WHAT THE EXERCISE ASKS:
The finished copy should hold every entry exactly as given, and no pictures.

Items listed in a dataset:
^^^^^^^^^^^^^^^^

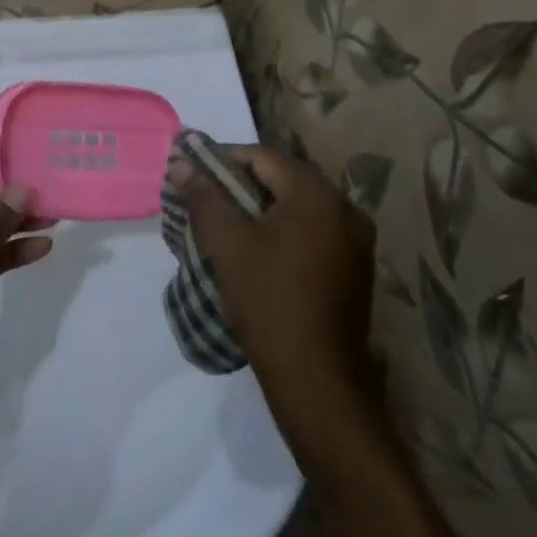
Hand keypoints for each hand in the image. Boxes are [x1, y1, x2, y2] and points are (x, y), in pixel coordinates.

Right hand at [174, 147, 376, 390]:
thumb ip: (204, 197)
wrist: (317, 379)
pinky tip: (256, 249)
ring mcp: (355, 241)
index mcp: (317, 195)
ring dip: (260, 209)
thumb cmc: (269, 301)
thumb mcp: (228, 245)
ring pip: (297, 207)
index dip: (223, 159)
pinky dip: (282, 230)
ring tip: (223, 224)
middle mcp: (345, 209)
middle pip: (283, 179)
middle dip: (240, 184)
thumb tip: (180, 163)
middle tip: (204, 198)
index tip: (192, 172)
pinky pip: (312, 232)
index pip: (263, 157)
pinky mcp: (354, 268)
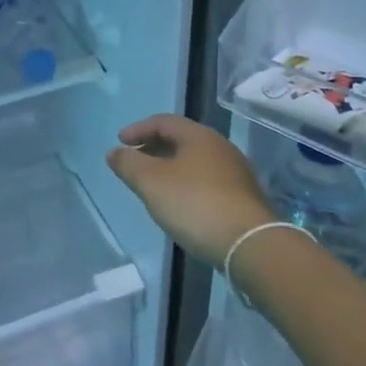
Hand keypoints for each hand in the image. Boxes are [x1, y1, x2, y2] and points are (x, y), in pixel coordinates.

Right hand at [106, 115, 274, 265]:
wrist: (250, 244)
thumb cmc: (195, 204)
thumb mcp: (151, 182)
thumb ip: (129, 164)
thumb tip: (114, 152)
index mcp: (199, 136)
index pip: (164, 121)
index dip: (139, 129)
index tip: (120, 142)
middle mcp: (221, 148)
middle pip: (181, 140)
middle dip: (154, 148)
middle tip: (135, 162)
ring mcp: (236, 174)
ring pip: (195, 162)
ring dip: (171, 168)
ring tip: (154, 186)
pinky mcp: (243, 199)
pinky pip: (207, 182)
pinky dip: (187, 185)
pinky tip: (180, 205)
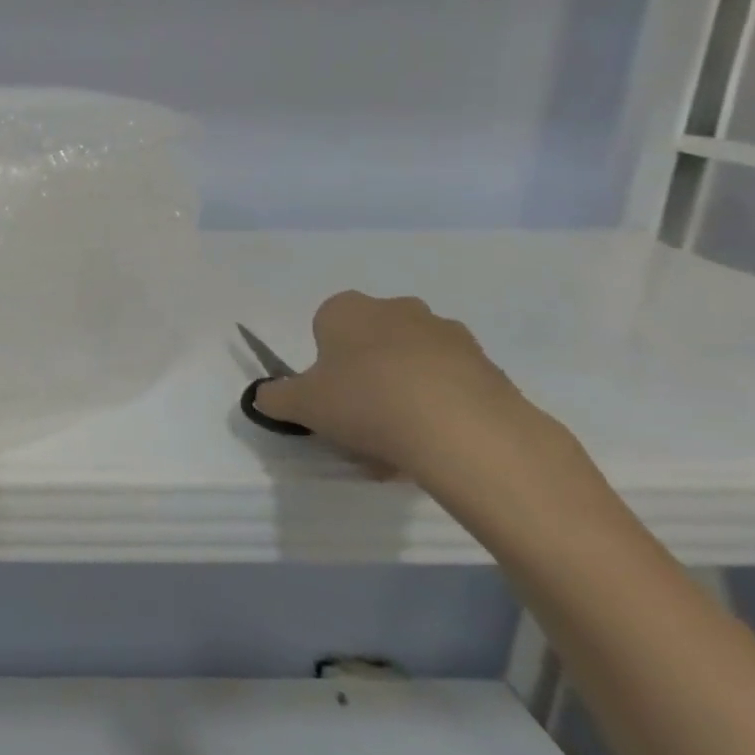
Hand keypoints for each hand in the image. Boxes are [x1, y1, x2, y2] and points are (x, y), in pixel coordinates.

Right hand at [252, 290, 569, 496]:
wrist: (463, 431)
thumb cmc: (364, 401)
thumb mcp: (300, 404)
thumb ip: (274, 397)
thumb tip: (265, 396)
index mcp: (347, 309)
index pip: (325, 326)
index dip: (324, 362)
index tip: (328, 395)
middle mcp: (397, 309)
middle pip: (371, 342)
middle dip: (365, 374)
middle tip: (359, 418)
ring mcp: (448, 335)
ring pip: (412, 364)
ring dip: (403, 392)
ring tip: (399, 443)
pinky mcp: (489, 366)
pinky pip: (450, 385)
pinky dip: (439, 409)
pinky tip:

^^^^^^^^^^^^^^^^

TASK RESULT:
Hand keypoints for each hand in the image. Boxes are [x1, y1, x2, y2] and points are (x, y), in pixel coordinates.

Right hand at [174, 147, 376, 390]:
thumb ip: (204, 197)
wrist: (317, 379)
pinky tip: (256, 249)
ring mcp: (355, 241)
index mcp: (317, 195)
ring dip: (260, 209)
thumb cmc: (269, 301)
thumb mcp: (228, 245)
ring pip: (297, 207)
index dip: (223, 159)
pinky dip: (282, 230)
ring tip: (223, 224)
middle mcp: (345, 209)
middle pip: (283, 179)
middle dip: (240, 184)
thumb tip: (180, 163)
middle tip: (204, 198)
index tip: (192, 172)
pinky pip: (312, 232)
index pip: (263, 157)
pinky mcp: (354, 268)
Hand keypoints for each hand in the image. Boxes are [x1, y1, x2, y2] and points are (x, y), in pixel coordinates.

Right hand at [106, 115, 274, 265]:
wrist: (250, 244)
thumb cmc: (195, 204)
thumb mcp: (151, 182)
thumb ip: (129, 164)
thumb tip: (114, 152)
index mcp: (199, 136)
index pip: (164, 121)
index dip: (139, 129)
index tip: (120, 142)
middle mcp: (221, 148)
middle pip: (181, 140)
middle dip: (154, 148)
middle tip: (135, 162)
ring mcp: (236, 174)
ring pip: (195, 162)
ring dip: (171, 168)
ring tip: (154, 186)
pinky mcp: (243, 199)
pinky pip: (207, 182)
pinky dip: (187, 185)
pinky tip: (180, 205)
Hand keypoints for each hand in the image. Boxes are [x1, y1, x2, y2] and points are (x, y), in pixel coordinates.

Right hand at [252, 290, 569, 496]:
wrist: (463, 431)
thumb cmc: (364, 401)
thumb mcp: (300, 404)
thumb ip: (274, 397)
thumb tip: (265, 396)
index mcp: (347, 309)
index pip: (325, 326)
index dip: (324, 362)
index tip: (328, 395)
middle mcp: (397, 309)
middle pip: (371, 342)
middle dip: (365, 374)
middle tip: (359, 418)
ring mcp: (448, 335)
ring pip: (412, 364)
ring dip: (403, 392)
ring tip: (399, 443)
pinky mcp: (489, 366)
pinky pip: (450, 385)
pinky dip: (439, 409)
pinky tip:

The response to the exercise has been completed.